[Collected data]

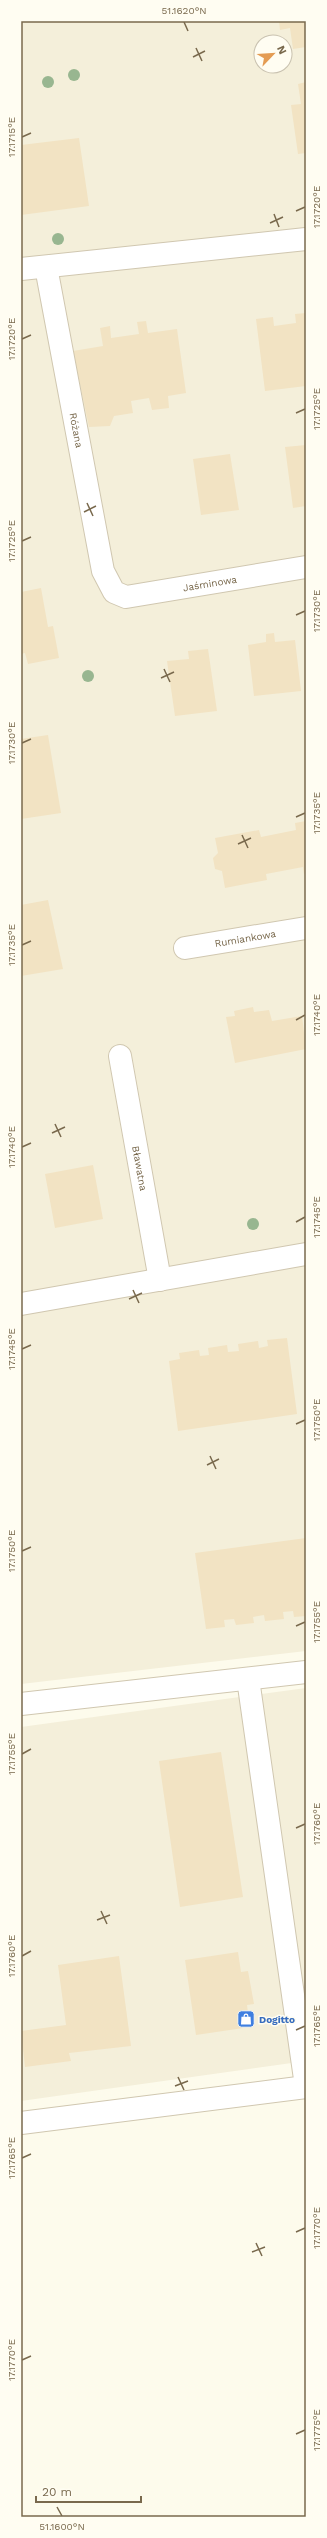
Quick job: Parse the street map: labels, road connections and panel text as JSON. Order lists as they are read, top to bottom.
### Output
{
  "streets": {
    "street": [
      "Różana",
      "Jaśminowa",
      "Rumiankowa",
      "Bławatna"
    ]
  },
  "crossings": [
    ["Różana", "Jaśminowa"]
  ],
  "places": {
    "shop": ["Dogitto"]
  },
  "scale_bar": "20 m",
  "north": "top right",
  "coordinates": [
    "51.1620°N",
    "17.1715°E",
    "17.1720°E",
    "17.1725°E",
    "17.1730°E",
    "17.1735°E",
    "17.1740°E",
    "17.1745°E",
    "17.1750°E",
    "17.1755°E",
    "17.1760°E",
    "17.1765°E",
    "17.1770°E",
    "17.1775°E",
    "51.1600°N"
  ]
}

— What is required —
Could you set down the data exactly as given, minus its pictures?

— Your response —
Quick job: Parse the street map: labels, road connections and panel text as JSON. Order lists as they are read, top to bottom.
### Output
{
  "streets": {
    "street": [
      "Różana",
      "Jaśminowa",
      "Rumiankowa",
      "Bławatna"
    ]
  },
  "crossings": [
    ["Różana", "Jaśminowa"]
  ],
  "places": {
    "shop": ["Dogitto"]
  },
  "scale_bar": "20 m",
  "north": "top right",
  "coordinates": [
    "51.1620°N",
    "17.1715°E",
    "17.1720°E",
    "17.1725°E",
    "17.1730°E",
    "17.1735°E",
    "17.1740°E",
    "17.1745°E",
    "17.1750°E",
    "17.1755°E",
    "17.1760°E",
    "17.1765°E",
    "17.1770°E",
    "17.1775°E",
    "51.1600°N"
  ]
}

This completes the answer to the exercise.